» Information provided:
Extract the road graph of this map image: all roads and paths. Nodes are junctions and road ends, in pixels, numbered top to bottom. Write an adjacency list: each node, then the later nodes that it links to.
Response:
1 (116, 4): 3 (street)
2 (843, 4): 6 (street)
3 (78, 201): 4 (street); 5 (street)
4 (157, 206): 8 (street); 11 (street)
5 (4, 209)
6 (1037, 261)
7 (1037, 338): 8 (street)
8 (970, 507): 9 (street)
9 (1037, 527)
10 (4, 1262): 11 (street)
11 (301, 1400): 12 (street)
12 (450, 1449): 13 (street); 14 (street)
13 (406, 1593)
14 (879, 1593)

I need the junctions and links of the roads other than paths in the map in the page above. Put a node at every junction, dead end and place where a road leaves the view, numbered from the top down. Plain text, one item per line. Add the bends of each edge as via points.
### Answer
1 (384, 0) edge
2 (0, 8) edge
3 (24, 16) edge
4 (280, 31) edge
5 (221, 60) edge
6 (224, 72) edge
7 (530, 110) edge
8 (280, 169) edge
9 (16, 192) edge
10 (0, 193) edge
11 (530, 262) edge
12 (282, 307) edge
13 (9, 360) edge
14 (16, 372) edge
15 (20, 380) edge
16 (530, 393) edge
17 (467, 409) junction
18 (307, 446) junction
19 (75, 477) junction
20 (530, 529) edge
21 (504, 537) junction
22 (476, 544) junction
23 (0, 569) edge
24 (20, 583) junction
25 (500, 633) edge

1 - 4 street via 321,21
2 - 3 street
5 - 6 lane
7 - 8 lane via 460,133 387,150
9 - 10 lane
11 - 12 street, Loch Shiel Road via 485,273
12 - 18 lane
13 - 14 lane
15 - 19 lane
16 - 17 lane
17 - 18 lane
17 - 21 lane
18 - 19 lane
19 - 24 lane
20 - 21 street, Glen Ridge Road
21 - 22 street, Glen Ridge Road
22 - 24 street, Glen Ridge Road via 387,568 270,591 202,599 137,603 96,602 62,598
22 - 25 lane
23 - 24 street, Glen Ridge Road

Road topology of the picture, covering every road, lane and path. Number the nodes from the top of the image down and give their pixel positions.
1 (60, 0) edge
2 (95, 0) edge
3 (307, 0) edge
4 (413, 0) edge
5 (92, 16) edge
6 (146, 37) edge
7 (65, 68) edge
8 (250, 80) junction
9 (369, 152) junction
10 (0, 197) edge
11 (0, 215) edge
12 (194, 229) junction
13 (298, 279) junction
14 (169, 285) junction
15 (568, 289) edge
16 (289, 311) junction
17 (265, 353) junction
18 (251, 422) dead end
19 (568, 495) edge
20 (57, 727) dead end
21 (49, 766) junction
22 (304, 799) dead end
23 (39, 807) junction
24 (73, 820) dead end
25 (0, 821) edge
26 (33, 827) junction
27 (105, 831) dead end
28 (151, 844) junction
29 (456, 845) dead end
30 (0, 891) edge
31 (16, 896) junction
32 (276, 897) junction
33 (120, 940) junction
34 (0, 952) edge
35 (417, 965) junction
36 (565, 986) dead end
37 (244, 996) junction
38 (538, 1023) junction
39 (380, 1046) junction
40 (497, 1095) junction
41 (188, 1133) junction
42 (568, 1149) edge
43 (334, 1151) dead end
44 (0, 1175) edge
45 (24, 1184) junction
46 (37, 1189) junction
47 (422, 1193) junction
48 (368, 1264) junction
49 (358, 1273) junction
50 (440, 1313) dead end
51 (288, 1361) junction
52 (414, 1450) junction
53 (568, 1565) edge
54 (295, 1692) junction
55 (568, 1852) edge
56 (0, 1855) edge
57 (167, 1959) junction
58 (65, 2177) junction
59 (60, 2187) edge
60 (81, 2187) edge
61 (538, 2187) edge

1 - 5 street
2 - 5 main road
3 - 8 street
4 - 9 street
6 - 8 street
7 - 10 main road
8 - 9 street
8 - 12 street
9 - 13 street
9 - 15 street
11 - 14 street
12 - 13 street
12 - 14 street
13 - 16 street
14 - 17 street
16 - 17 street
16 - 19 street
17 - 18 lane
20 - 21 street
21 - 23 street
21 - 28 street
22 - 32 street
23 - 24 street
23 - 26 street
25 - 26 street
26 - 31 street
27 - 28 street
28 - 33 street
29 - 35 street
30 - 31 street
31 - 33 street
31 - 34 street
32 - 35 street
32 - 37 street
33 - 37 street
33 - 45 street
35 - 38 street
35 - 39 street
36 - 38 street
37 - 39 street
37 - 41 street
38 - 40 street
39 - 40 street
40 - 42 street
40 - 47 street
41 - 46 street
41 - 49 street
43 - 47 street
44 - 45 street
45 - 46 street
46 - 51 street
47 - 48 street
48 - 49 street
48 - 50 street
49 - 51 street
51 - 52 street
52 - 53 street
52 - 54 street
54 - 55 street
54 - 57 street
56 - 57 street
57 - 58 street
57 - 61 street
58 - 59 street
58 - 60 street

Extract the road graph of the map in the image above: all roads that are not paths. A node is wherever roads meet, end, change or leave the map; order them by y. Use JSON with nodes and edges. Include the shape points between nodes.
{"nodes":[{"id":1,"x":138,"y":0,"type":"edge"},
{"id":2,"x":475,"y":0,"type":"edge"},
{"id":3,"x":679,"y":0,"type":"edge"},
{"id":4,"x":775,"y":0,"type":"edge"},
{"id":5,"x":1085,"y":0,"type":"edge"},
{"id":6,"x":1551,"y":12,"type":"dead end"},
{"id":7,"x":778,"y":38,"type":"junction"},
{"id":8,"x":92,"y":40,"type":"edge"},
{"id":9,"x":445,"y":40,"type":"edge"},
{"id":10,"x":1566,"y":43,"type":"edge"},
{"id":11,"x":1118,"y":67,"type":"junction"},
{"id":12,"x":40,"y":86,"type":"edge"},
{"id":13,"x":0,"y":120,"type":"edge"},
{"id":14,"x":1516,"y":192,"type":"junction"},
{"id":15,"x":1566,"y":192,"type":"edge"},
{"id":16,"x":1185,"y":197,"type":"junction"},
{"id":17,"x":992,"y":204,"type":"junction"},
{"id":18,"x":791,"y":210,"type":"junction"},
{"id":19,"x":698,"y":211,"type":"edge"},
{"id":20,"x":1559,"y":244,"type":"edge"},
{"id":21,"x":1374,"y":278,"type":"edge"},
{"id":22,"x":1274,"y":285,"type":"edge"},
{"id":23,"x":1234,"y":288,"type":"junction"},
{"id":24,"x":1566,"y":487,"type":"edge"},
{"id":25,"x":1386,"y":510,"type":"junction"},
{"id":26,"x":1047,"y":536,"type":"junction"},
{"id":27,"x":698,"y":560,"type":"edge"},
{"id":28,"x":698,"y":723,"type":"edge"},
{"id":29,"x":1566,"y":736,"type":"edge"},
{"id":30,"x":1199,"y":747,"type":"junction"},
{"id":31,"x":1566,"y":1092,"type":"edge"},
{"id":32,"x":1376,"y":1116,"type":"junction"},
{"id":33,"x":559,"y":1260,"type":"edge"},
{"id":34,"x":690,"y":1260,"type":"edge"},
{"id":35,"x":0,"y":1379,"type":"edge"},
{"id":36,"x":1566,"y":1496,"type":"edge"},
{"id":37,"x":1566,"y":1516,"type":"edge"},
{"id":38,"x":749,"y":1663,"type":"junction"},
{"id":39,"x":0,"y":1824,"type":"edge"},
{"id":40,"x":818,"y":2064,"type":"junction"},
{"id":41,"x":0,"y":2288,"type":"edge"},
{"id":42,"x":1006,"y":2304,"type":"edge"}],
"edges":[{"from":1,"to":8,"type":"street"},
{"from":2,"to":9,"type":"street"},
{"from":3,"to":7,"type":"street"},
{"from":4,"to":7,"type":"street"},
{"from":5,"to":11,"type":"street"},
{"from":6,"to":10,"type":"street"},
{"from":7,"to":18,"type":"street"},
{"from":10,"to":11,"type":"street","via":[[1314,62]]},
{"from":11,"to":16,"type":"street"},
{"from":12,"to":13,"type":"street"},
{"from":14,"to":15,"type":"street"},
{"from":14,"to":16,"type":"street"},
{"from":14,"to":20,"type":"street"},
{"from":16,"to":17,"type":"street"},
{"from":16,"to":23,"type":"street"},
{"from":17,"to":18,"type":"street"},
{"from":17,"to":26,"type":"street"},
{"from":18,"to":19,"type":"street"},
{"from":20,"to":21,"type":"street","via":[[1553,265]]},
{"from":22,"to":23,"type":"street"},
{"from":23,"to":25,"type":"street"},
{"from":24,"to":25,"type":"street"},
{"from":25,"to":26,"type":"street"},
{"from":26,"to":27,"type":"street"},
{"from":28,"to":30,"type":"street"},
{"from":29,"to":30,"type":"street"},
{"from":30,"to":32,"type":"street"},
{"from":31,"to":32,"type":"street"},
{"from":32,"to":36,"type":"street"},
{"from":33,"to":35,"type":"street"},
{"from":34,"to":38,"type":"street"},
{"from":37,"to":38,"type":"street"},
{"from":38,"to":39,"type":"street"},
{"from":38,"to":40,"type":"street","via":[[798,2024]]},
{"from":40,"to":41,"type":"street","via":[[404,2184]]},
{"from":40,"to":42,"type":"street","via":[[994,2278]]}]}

» Problem description: How many lines of the preceding listing hold the string "above"? Answer with the number only.

» Reply: 2